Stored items
__________

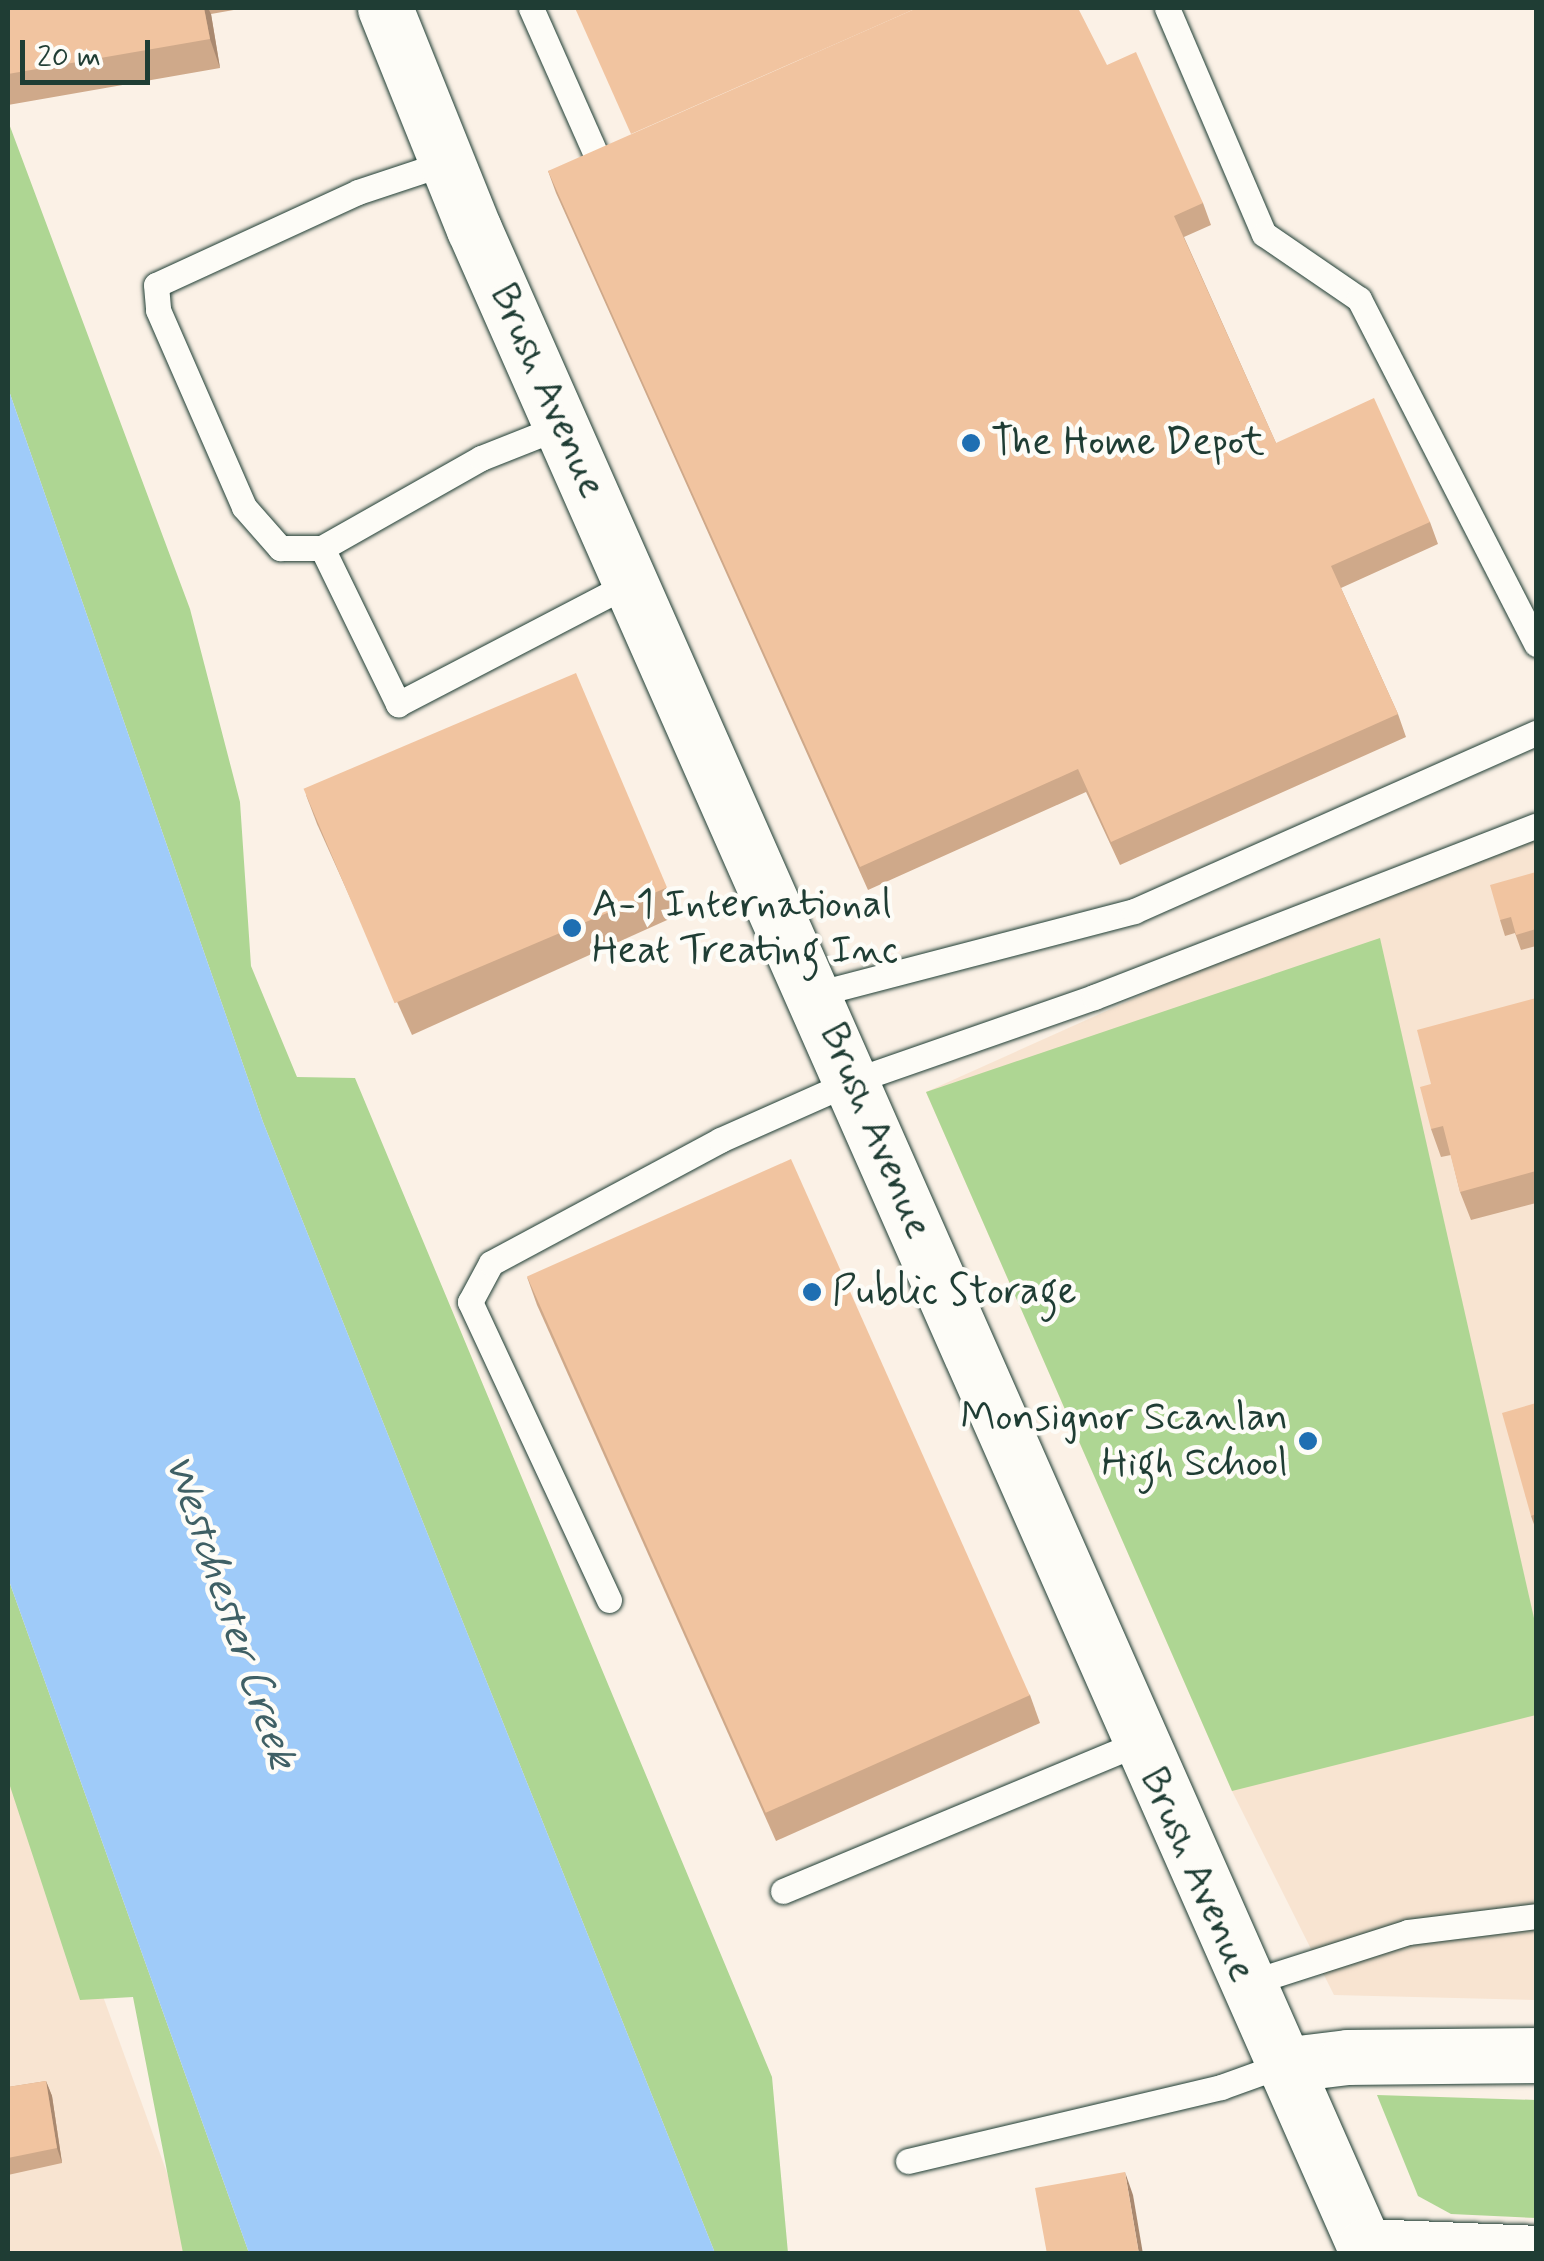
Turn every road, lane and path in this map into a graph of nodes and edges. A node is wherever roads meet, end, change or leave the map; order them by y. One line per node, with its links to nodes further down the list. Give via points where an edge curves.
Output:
1 (386, 8): 5 (street, Brush Avenue)
2 (531, 8): 4 (lane)
3 (1167, 8): 9 (lane, via 1264,234 1359,300)
4 (598, 159)
5 (448, 162): 6 (street, Brush Avenue); 7 (lane, via 358,192 156,285 158,310 244,507 280,548)
6 (562, 426): 7 (lane, via 481,458); 8 (street, Brush Avenue)
7 (322, 548): 8 (lane, via 398,704)
8 (632, 582): 12 (street, Brush Avenue)
9 (1536, 644)
10 (1536, 733): 12 (lane, via 1134,911)
11 (1536, 826): 13 (lane, via 1094,997)
12 (816, 994): 13 (street, Brush Avenue)
13 (853, 1081): 14 (lane, via 714,1143 491,1263 470,1302); 15 (street, Brush Avenue)
14 (609, 1600)
15 (1138, 1743): 16 (lane); 18 (street, Brush Avenue)
16 (783, 1892)
17 (1536, 1916): 18 (lane, via 1408,1932)
18 (1246, 1984): 20 (street, Brush Avenue)
19 (1536, 2055): 20 (street, via 1348,2057)
20 (1282, 2065): 21 (lane, via 1221,2087); 22 (street, Brush Avenue)
21 (908, 2160)
22 (1366, 2250): 23 (street)
23 (1536, 2253)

__________

What's needed is every record restated exactly, pictures excluded.

Turn every road, lane and path in this map into a graph of nodes and edges. A node is wherever roads meet, end, change or leave the map; order them by y. One line per node, with its links to nodes further down the list. Give via points where an edge curves.
Output:
1 (386, 8): 5 (street, Brush Avenue)
2 (531, 8): 4 (lane)
3 (1167, 8): 9 (lane, via 1264,234 1359,300)
4 (598, 159)
5 (448, 162): 6 (street, Brush Avenue); 7 (lane, via 358,192 156,285 158,310 244,507 280,548)
6 (562, 426): 7 (lane, via 481,458); 8 (street, Brush Avenue)
7 (322, 548): 8 (lane, via 398,704)
8 (632, 582): 12 (street, Brush Avenue)
9 (1536, 644)
10 (1536, 733): 12 (lane, via 1134,911)
11 (1536, 826): 13 (lane, via 1094,997)
12 (816, 994): 13 (street, Brush Avenue)
13 (853, 1081): 14 (lane, via 714,1143 491,1263 470,1302); 15 (street, Brush Avenue)
14 (609, 1600)
15 (1138, 1743): 16 (lane); 18 (street, Brush Avenue)
16 (783, 1892)
17 (1536, 1916): 18 (lane, via 1408,1932)
18 (1246, 1984): 20 (street, Brush Avenue)
19 (1536, 2055): 20 (street, via 1348,2057)
20 (1282, 2065): 21 (lane, via 1221,2087); 22 (street, Brush Avenue)
21 (908, 2160)
22 (1366, 2250): 23 (street)
23 (1536, 2253)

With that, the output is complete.